Distribuciones Continuas

Distribución Uniforme continua

\[ f(x;a,b)=\frac{1}{b-a}I_{[a,b]}(x) \]

curve(dunif(x,min=0,max=1), from=0, to=10, col='red',lwd = 2,ylab = expression(y))
curve(dunif(x,min=0,max=2), from=0, to=10, col='green',lwd = 2, add=TRUE)
curve(dunif(x,min=0,max=4), from=0, to=10, col='blue',lwd = 2, add=TRUE)
curve(dunif(x,min=0,max=6), from=0, to=10, col='purple',lwd = 2, add=TRUE)
curve(dunif(x,min=0,max=8), from=0, to=10, col='orange',lwd = 2, add=TRUE)
curve(dunif(x,min=0,max=10), from=0, to=10, col='pink',lwd = 2, add=TRUE)
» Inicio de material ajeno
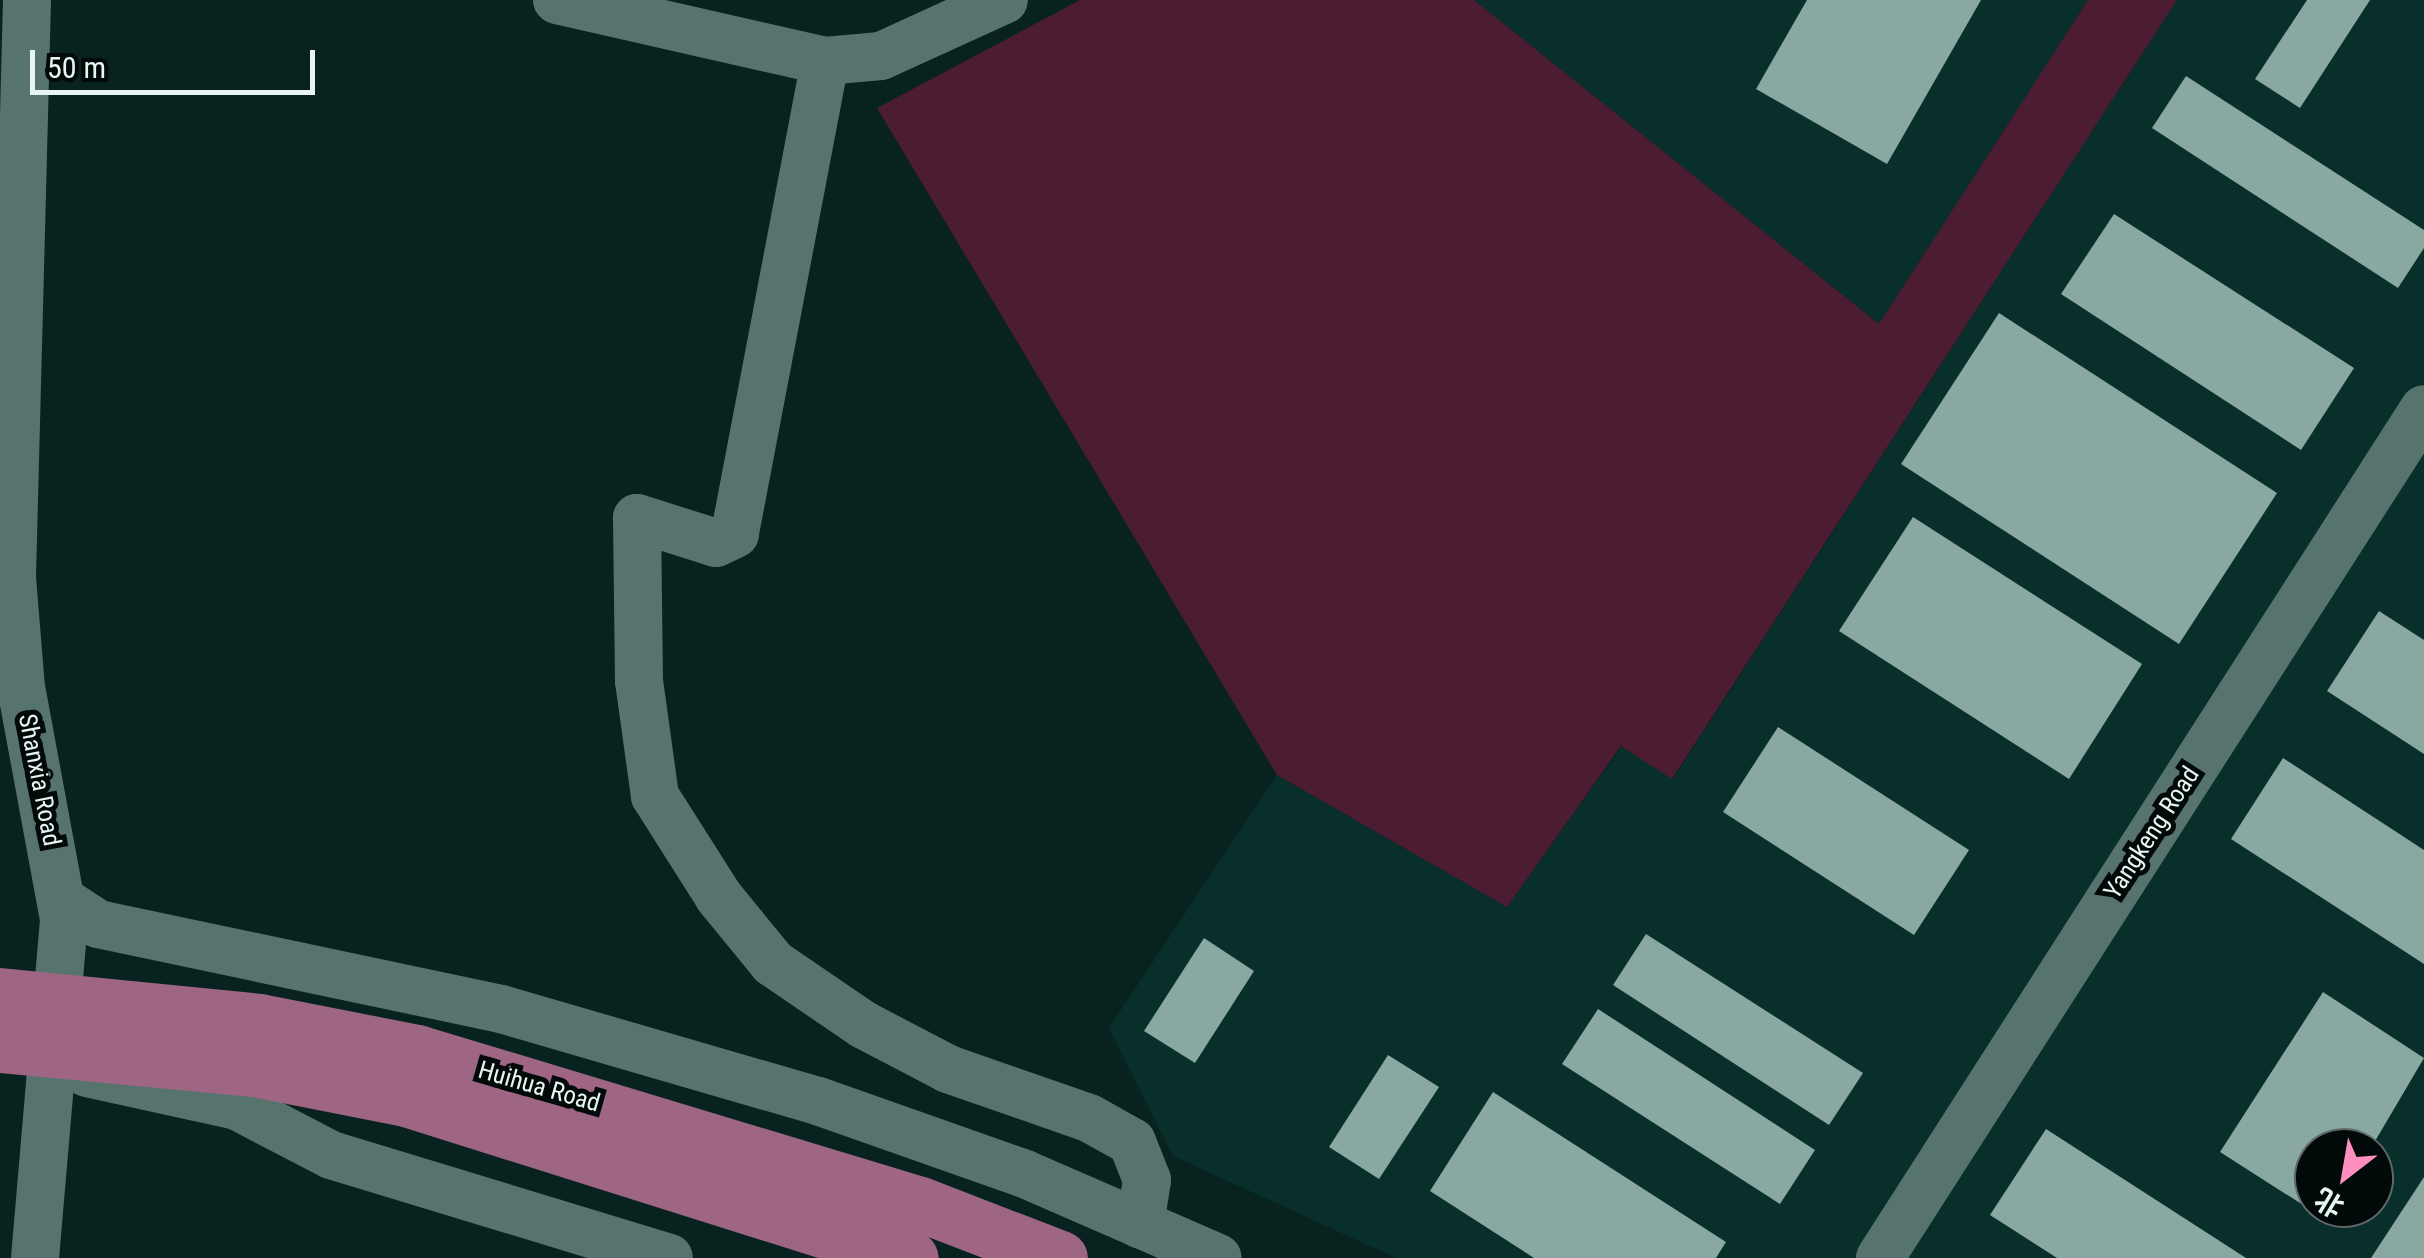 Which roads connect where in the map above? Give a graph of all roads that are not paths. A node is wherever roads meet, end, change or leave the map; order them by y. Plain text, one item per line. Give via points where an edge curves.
1 (26, 0) edge
2 (557, 0) edge
3 (1004, 0) edge
4 (826, 61) junction
5 (2424, 409) edge
6 (61, 900) junction
7 (0, 995) edge
8 (0, 1045) edge
9 (55, 1062) junction
10 (1140, 1224) junction
11 (907, 1257) edge
12 (35, 1258) edge
13 (669, 1258) edge
14 (1060, 1258) edge
15 (1218, 1258) edge
16 (1880, 1258) edge

1 - 6 street, Shanxia Road via 12,578 21,687
2 - 4 street
3 - 4 street via 881,56
4 - 10 street via 736,534 716,543 637,518 638,681 655,796 720,898 773,963 864,1025 948,1069 1090,1118 1132,1142 1147,1180
5 - 16 street, Yangkeng Road
6 - 9 street, Shanxia Road
6 - 10 street via 98,924 501,1010 818,1102 1025,1174
7 - 14 main road, Huihua Road via 259,1021 417,1052 920,1204
8 - 11 main road, Huihua Road via 254,1069 406,1099
9 - 12 street, Shanxia Road
9 - 13 street via 237,1106 348,1161
10 - 15 street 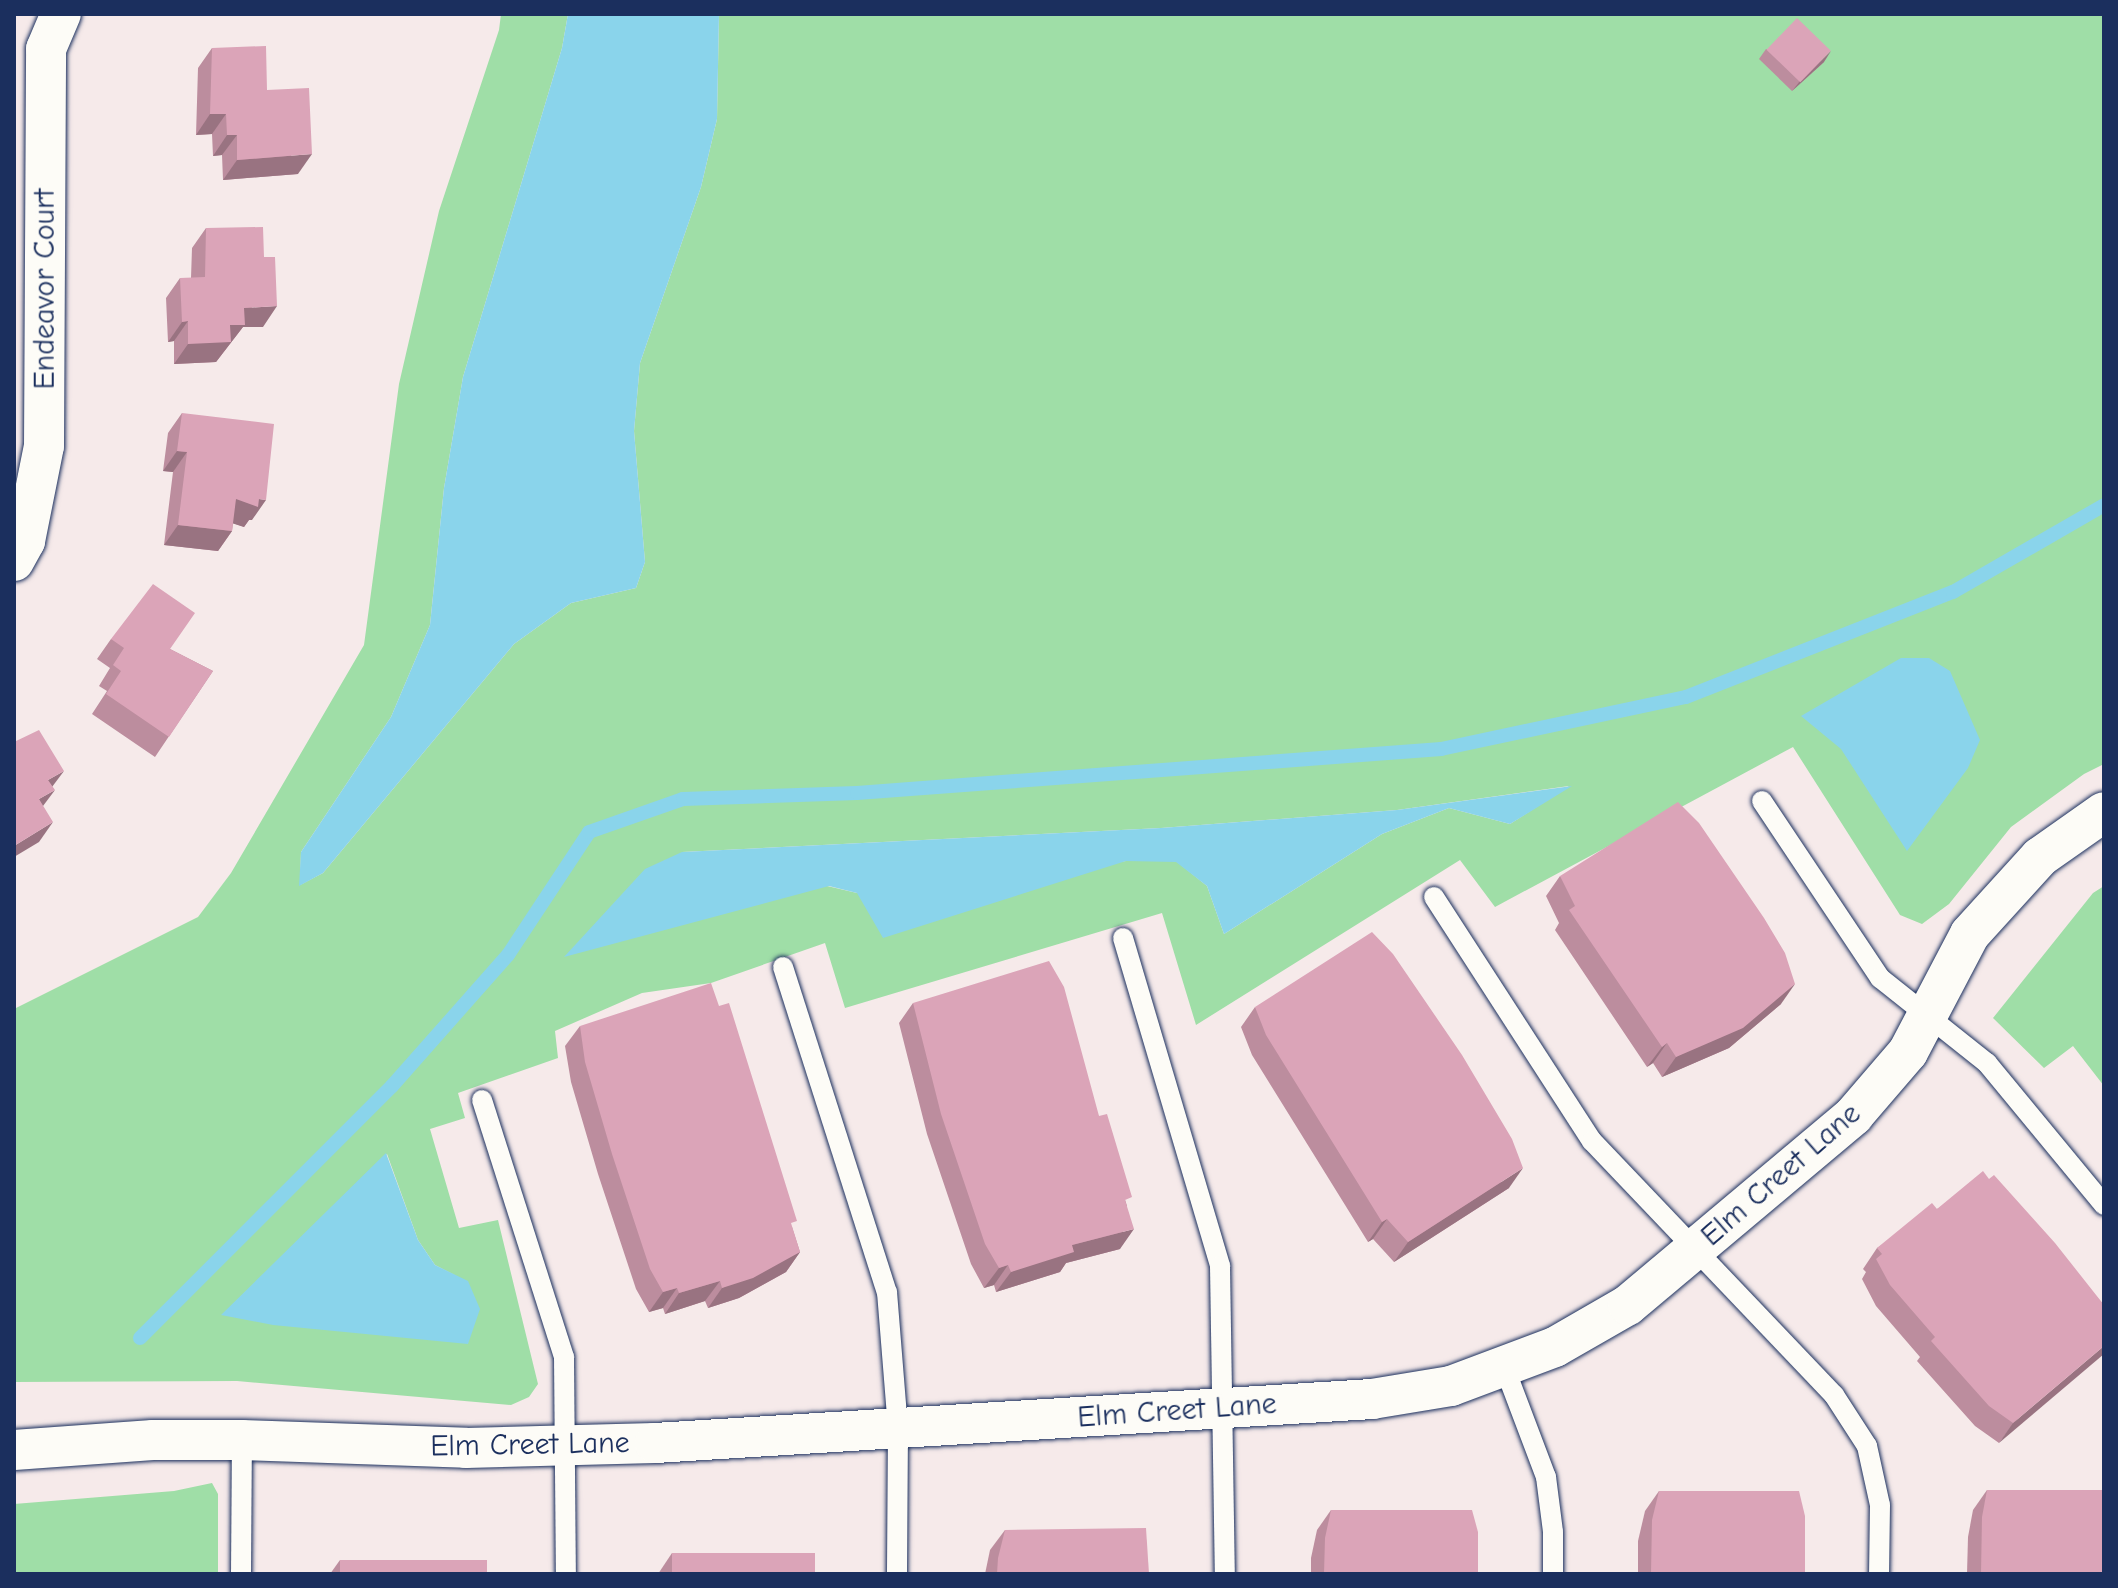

legend(6,1, legend=c("a=0,b=1", "min=0,max=2", "min=0,max=4","min=0,max=6","min=0,max=8","min=0,max=10"),
               col=c("red", "green", "blue","purple","orange","pink"), lty=1, cex=1.2,box.col = "white")

?quote
## starting httpd help server ... done
?expression
curve(dunif(x,min=0,max=1), from=0, to=10, col='red',lwd = 2,ylab = expression(y))
curve(dunif(x,min=0,max=2), from=0, to=10, col='green',lwd = 2, add=TRUE)
curve(dunif(x,min=0,max=4), from=0, to=10, col='blue',lwd = 2, add=TRUE)
curve(dunif(x,min=0,max=6), from=0, to=10, col='purple',lwd = 2, add=TRUE)
curve(dunif(x,min=0,max=8), from=0, to=10, col='orange',lwd = 2, add=TRUE)
curve(dunif(x,min=0,max=10), from=0, to=10, col='pink',lwd = 2, add=TRUE)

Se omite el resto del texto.